のんびり湯船に浸かる訳にもいかず、俺は『帰ったらきっと!』と手早くシャワーを浴びて身支度を整えた。


待ち合わせのロビーへと行けば、センセイと博士が一番だった。

「上司を待たせるとはなぁ~」と二人に突っつかれているうちにルパートとバートもやってくる。

「明日はコース料理だから、今夜はここのレストランで良いだろう?」

センセイが言うのに、部下である俺達にはもちろん異論はない。

「ハロルド、お前もだぞ」

俺が部屋を出るのに一緒に出てきたハロルドにセンセイが声をかける。

「え?」

ハロルドが怪訝な声をあげるのに「俺達と一緒の行動だ。カインのお守もお前の仕事だぞ」と先生が肩を組みながら声をかけている。

「不服か?」なんて一応聞いてはいるが、どう考えても強制に近い。

──第一俺のお守りって!

俺が博士に一言言おうと口を開いたところで、「じゃ、移動な」と言ってセンセイが歩き始めた。

──センセイ、タイミングがうますぎます・・・


「あら、ハロルドじゃない」

レストランの入り口で、ハロルドが声をかけられた。すらりとした美人だ。ハロルドはああと言った感じでそつなく挨拶を始めた。

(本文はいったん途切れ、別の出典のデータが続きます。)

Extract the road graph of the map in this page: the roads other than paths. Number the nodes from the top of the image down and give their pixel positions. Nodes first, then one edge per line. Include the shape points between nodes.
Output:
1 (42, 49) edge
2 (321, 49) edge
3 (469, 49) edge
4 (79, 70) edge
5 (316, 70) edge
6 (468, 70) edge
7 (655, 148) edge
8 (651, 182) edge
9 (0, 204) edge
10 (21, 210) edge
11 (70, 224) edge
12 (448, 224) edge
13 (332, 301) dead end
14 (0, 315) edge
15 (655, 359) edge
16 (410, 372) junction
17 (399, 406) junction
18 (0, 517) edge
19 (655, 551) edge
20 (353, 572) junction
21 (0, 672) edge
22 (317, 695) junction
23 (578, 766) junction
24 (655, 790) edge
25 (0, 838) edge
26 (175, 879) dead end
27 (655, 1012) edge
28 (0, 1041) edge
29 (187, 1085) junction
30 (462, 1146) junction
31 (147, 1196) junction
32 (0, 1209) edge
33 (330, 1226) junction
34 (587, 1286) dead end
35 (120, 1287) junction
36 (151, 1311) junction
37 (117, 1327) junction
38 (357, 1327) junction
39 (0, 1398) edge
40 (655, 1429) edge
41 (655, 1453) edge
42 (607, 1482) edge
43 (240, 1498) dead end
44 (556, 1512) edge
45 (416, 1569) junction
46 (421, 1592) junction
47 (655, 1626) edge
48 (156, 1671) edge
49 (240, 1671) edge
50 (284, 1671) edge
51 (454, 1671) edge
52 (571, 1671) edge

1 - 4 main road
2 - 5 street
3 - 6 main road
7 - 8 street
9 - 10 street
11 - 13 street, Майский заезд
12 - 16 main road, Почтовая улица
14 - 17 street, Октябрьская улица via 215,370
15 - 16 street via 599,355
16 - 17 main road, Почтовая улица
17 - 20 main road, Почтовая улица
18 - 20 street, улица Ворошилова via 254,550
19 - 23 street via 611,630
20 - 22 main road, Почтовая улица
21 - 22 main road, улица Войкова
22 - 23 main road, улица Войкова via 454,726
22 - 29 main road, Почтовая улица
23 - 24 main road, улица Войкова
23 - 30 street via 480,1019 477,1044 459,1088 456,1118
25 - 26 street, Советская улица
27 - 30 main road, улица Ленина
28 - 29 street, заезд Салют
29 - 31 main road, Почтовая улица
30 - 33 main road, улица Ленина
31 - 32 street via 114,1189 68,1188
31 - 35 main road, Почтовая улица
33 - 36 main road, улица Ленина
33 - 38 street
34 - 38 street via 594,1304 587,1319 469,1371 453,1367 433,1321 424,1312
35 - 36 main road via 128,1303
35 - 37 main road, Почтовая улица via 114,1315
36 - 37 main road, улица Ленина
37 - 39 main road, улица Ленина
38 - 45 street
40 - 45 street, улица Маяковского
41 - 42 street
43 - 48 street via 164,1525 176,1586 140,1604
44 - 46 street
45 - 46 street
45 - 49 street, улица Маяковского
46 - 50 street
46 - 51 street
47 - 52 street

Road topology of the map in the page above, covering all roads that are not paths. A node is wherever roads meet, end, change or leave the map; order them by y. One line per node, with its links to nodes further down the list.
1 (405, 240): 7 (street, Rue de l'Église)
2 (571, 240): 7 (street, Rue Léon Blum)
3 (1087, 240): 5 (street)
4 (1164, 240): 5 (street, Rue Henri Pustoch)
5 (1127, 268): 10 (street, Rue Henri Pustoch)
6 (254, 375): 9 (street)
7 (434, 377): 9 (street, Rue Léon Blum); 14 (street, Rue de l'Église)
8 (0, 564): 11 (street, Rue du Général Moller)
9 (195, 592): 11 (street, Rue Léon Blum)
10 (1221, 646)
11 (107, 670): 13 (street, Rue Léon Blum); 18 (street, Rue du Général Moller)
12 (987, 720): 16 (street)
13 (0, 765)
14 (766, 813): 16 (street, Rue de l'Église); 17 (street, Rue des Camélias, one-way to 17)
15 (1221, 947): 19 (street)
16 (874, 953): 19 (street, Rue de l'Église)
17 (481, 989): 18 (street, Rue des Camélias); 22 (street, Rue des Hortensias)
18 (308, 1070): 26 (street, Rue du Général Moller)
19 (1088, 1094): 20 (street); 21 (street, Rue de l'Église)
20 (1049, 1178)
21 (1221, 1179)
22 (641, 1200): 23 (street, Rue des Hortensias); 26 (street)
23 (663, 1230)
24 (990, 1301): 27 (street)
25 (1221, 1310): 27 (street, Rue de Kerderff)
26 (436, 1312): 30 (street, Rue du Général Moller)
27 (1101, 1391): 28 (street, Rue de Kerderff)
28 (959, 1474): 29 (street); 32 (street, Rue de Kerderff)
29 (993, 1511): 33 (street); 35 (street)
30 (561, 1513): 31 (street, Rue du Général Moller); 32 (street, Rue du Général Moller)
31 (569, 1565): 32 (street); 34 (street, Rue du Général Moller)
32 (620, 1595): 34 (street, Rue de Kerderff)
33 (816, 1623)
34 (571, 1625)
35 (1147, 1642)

誰?と皆の視線を感じたのだろう、「クライアントの奥様だ」と説明してくれた。

彼女はこちらのメンバー全員の顔をさっと見た後、ハロルドの腕へと手をかけ、そっと自分の方へ誘導する。

「ちょっとだけ話してもいい」

ハロルドがセンセイと博士の顔を伺うのに「どうぞどうぞ」と博士が安請け合いをする。

と、席が準備できたようでボーイがやってきた。

「先に行ってるから早く来いよ」

センセイがハロルドへそう言って奥へと足を進める。一番最後、バートの後へと続きながらハロルドのほうを見れば、その女性はハロルドへと寄りかからんばかりになって話をしている。

俺の中で、もやもやっとしたものが広がっていった。